Task goal:
Without the pictures, copy all the entries below exactly.

Recorded data:
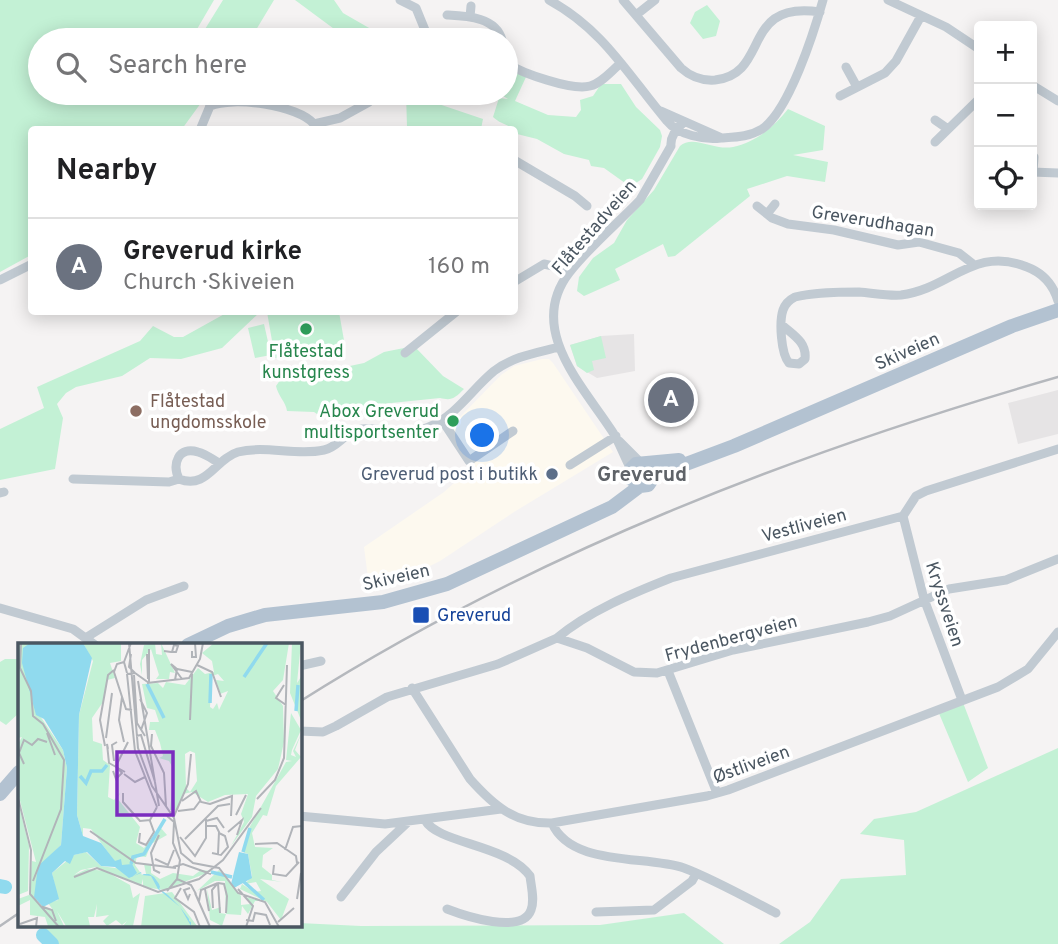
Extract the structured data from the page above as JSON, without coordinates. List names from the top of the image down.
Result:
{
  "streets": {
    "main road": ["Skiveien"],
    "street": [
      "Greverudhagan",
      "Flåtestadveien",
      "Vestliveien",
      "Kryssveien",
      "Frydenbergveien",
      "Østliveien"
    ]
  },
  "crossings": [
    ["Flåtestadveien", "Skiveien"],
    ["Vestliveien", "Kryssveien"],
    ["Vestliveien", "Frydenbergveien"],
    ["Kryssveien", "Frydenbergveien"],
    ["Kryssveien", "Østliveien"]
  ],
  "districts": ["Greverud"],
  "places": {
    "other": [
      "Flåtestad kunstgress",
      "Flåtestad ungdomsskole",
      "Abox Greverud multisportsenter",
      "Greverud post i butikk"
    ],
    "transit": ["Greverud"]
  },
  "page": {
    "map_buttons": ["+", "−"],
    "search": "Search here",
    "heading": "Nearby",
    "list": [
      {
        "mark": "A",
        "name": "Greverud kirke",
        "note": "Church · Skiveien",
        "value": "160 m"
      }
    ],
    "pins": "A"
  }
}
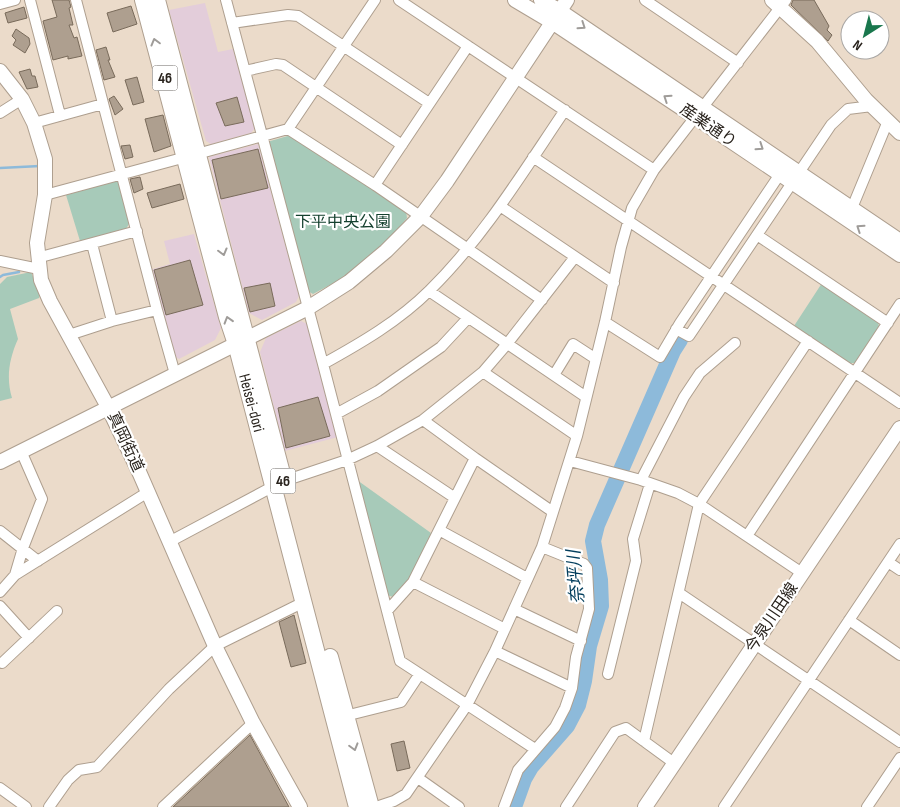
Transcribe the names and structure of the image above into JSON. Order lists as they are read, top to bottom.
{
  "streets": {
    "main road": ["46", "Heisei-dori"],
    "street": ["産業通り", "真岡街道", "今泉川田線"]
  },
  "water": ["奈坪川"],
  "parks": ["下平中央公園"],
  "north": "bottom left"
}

Response area:
Extract the structured data from the page above as JSON, without coordinates. List names from the top of the image down.
Result:
{
  "streets": {
    "main road": ["Skiveien"],
    "street": [
      "Greverudhagan",
      "Flåtestadveien",
      "Vestliveien",
      "Kryssveien",
      "Frydenbergveien",
      "Østliveien"
    ]
  },
  "crossings": [
    ["Flåtestadveien", "Skiveien"],
    ["Vestliveien", "Kryssveien"],
    ["Vestliveien", "Frydenbergveien"],
    ["Kryssveien", "Frydenbergveien"],
    ["Kryssveien", "Østliveien"]
  ],
  "districts": ["Greverud"],
  "places": {
    "other": [
      "Flåtestad kunstgress",
      "Flåtestad ungdomsskole",
      "Abox Greverud multisportsenter",
      "Greverud post i butikk"
    ],
    "transit": ["Greverud"]
  },
  "page": {
    "map_buttons": ["+", "−"],
    "search": "Search here",
    "heading": "Nearby",
    "list": [
      {
        "mark": "A",
        "name": "Greverud kirke",
        "note": "Church · Skiveien",
        "value": "160 m"
      }
    ],
    "pins": "A"
  }
}
Transcribe the names and structure of the image above into JSON. Order lists as they are read, top to bottom.
{
  "streets": {
    "main road": ["46", "Heisei-dori"],
    "street": ["産業通り", "真岡街道", "今泉川田線"]
  },
  "water": ["奈坪川"],
  "parks": ["下平中央公園"],
  "north": "bottom left"
}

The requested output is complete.